(GOAL OF THE EXERCISE):
Go through the records and show each line where the word "joint" occurs.

(EXERCISE DATA):

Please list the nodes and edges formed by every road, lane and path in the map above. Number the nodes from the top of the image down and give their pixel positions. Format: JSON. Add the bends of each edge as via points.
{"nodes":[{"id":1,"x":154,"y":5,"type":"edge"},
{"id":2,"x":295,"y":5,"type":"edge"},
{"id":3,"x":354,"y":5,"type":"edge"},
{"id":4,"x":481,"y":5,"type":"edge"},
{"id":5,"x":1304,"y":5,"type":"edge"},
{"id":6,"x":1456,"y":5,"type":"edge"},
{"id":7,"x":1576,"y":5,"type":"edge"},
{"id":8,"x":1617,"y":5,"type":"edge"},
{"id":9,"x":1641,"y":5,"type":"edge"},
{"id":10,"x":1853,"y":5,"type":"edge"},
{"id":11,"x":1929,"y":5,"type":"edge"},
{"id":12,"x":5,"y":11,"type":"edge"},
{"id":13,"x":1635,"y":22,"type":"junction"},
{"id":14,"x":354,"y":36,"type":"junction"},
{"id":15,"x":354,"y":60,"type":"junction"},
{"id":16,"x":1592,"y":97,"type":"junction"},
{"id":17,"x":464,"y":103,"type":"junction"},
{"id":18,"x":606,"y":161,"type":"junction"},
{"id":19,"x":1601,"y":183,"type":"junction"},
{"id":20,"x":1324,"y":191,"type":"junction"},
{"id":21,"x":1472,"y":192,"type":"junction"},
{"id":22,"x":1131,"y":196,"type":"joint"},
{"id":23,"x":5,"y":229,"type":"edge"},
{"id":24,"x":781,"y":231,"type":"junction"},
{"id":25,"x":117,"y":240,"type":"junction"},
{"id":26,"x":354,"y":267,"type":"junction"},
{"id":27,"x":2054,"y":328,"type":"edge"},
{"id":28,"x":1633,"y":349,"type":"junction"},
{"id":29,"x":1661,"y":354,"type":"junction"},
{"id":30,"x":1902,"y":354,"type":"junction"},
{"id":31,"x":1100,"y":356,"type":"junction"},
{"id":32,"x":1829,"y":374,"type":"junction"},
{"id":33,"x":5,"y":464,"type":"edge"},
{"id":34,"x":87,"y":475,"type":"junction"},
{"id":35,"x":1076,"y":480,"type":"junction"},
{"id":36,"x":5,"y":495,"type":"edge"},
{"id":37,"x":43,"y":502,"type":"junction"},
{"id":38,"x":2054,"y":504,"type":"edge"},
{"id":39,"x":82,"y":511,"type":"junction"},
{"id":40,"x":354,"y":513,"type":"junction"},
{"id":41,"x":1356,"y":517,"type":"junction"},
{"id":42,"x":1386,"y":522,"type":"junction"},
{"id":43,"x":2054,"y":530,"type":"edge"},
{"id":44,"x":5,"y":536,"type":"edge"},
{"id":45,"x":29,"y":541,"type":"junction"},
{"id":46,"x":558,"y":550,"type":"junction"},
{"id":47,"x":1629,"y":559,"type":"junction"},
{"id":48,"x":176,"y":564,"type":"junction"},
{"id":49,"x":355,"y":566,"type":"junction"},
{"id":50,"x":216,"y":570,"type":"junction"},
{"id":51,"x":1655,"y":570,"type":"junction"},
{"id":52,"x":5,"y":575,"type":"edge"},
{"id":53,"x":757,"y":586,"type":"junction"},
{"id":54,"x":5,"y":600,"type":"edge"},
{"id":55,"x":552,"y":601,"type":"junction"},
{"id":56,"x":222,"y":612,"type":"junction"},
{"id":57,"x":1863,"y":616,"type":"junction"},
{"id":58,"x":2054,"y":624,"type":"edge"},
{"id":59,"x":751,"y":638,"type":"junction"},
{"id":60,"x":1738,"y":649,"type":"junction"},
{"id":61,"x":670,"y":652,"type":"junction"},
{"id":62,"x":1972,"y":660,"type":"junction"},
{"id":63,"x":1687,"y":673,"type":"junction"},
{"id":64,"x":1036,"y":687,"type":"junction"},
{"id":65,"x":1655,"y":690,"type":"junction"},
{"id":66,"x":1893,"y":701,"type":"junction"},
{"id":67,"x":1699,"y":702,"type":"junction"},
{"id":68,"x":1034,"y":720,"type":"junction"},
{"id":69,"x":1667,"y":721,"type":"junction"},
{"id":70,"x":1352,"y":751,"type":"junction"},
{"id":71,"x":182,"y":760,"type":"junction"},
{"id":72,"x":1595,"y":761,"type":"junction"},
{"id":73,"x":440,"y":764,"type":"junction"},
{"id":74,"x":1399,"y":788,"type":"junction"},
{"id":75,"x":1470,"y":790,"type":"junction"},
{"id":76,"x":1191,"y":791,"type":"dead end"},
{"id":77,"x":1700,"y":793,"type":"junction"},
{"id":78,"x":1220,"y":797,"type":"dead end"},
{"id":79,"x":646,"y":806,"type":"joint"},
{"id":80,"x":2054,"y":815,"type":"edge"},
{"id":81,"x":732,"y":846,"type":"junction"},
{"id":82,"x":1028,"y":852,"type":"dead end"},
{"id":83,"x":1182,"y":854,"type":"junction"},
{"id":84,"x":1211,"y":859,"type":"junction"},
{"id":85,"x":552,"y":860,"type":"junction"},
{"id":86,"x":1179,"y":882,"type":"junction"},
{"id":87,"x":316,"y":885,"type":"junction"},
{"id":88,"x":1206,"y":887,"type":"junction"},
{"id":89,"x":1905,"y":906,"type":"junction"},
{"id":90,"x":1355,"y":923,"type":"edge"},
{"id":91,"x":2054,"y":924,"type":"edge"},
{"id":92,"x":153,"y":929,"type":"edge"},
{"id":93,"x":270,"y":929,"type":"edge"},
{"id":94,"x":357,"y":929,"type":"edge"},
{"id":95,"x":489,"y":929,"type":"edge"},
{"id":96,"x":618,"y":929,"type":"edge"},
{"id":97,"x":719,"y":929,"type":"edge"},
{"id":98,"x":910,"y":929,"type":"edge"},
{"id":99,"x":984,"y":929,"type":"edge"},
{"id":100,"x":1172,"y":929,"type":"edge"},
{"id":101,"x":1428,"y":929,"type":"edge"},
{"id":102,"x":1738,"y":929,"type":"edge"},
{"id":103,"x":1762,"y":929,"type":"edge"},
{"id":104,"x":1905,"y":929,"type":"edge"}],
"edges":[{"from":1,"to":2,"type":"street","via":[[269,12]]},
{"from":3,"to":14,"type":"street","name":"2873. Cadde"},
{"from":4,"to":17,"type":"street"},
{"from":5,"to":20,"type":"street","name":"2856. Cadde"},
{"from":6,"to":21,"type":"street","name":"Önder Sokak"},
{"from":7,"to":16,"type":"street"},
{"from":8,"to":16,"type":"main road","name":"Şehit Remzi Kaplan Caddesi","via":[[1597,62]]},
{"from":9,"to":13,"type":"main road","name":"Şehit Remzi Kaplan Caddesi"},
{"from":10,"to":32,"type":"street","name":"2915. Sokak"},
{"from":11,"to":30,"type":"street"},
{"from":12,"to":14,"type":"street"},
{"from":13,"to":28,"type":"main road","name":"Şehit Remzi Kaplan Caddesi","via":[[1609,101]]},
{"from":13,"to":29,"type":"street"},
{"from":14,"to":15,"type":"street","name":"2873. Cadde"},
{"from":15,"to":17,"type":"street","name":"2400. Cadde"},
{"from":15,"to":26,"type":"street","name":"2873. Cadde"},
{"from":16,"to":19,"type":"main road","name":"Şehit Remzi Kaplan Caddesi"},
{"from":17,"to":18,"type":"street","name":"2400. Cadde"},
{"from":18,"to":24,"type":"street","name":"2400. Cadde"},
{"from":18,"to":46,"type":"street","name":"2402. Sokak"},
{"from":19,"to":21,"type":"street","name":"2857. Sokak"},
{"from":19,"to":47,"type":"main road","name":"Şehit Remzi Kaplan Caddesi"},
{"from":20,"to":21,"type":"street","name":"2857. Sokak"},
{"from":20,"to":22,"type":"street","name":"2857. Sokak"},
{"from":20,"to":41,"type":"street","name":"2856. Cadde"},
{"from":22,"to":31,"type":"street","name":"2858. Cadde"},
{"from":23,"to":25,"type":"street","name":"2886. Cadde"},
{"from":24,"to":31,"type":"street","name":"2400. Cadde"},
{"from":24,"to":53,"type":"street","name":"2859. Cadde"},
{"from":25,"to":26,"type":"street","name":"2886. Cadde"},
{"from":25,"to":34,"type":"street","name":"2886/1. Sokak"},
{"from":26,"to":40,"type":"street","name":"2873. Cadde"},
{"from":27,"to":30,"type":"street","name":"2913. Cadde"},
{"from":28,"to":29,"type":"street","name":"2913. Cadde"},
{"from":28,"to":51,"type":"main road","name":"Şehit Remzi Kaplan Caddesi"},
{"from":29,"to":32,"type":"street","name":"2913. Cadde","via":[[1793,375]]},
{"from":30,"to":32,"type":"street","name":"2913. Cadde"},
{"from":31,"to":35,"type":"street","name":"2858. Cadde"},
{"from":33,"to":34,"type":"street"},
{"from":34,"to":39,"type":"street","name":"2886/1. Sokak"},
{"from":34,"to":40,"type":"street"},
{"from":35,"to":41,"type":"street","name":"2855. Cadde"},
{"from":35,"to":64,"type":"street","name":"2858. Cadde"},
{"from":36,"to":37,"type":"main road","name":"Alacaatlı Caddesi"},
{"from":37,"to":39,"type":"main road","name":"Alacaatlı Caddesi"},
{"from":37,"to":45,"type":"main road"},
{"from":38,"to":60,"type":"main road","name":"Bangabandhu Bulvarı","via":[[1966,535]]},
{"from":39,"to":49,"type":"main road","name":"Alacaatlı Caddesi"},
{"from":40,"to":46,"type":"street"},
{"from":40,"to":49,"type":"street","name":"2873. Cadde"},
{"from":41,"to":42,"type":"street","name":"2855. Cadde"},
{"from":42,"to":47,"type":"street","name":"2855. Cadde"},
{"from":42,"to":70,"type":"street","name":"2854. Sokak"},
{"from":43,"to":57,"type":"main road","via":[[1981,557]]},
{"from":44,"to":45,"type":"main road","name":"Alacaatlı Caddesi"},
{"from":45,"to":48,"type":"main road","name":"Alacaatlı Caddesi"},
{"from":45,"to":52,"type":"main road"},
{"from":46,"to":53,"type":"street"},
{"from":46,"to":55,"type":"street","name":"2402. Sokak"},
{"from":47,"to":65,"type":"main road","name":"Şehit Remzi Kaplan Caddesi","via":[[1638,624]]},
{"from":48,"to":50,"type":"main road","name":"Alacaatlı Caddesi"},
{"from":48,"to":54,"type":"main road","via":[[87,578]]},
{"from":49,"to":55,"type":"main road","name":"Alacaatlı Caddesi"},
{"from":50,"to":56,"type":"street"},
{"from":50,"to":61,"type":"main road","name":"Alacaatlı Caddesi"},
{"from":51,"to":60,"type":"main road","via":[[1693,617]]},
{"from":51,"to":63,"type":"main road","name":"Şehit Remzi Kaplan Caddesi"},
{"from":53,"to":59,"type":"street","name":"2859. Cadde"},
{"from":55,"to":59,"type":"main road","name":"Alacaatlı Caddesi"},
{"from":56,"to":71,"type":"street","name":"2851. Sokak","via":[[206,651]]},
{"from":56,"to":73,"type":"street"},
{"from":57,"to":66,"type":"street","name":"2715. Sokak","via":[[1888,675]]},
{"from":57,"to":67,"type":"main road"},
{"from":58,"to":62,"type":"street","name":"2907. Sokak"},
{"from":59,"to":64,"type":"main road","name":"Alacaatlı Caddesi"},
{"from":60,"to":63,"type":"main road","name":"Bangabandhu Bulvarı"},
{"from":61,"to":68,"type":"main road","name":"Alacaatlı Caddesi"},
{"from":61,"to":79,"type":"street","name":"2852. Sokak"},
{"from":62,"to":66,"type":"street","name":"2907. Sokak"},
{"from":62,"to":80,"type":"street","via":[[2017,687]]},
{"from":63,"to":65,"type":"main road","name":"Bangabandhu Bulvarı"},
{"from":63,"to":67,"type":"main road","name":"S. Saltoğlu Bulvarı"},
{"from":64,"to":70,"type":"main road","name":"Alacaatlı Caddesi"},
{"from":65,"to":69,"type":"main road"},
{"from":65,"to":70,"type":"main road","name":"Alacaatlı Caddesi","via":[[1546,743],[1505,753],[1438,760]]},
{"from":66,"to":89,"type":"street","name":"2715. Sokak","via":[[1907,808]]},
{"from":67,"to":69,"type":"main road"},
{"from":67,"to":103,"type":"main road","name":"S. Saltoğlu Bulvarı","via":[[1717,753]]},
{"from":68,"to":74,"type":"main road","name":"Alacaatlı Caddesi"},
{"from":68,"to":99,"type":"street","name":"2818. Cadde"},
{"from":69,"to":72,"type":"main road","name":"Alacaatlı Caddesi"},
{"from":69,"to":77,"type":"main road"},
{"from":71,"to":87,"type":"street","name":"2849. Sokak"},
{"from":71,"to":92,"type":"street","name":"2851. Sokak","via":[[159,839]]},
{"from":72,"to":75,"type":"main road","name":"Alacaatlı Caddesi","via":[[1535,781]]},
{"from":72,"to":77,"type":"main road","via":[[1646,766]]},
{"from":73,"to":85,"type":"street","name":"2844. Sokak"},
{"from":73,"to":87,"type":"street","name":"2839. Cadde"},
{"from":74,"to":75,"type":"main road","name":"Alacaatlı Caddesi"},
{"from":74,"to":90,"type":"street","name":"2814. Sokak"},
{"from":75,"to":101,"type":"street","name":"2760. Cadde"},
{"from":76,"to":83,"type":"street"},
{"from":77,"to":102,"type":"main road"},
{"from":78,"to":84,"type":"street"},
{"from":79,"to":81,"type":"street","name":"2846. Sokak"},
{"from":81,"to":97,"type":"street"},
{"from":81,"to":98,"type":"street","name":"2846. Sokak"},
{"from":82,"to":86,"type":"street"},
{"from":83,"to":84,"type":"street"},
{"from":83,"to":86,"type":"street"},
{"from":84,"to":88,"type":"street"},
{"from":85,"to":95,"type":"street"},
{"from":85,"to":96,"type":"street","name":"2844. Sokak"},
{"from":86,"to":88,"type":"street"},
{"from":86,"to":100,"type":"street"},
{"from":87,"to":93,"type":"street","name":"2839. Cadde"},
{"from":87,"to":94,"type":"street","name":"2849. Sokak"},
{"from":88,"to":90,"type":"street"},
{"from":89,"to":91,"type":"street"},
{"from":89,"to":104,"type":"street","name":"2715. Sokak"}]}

(WRITTEN ANSWER):
{"id":22,"x":1131,"y":196,"type":"joint"},
{"id":79,"x":646,"y":806,"type":"joint"},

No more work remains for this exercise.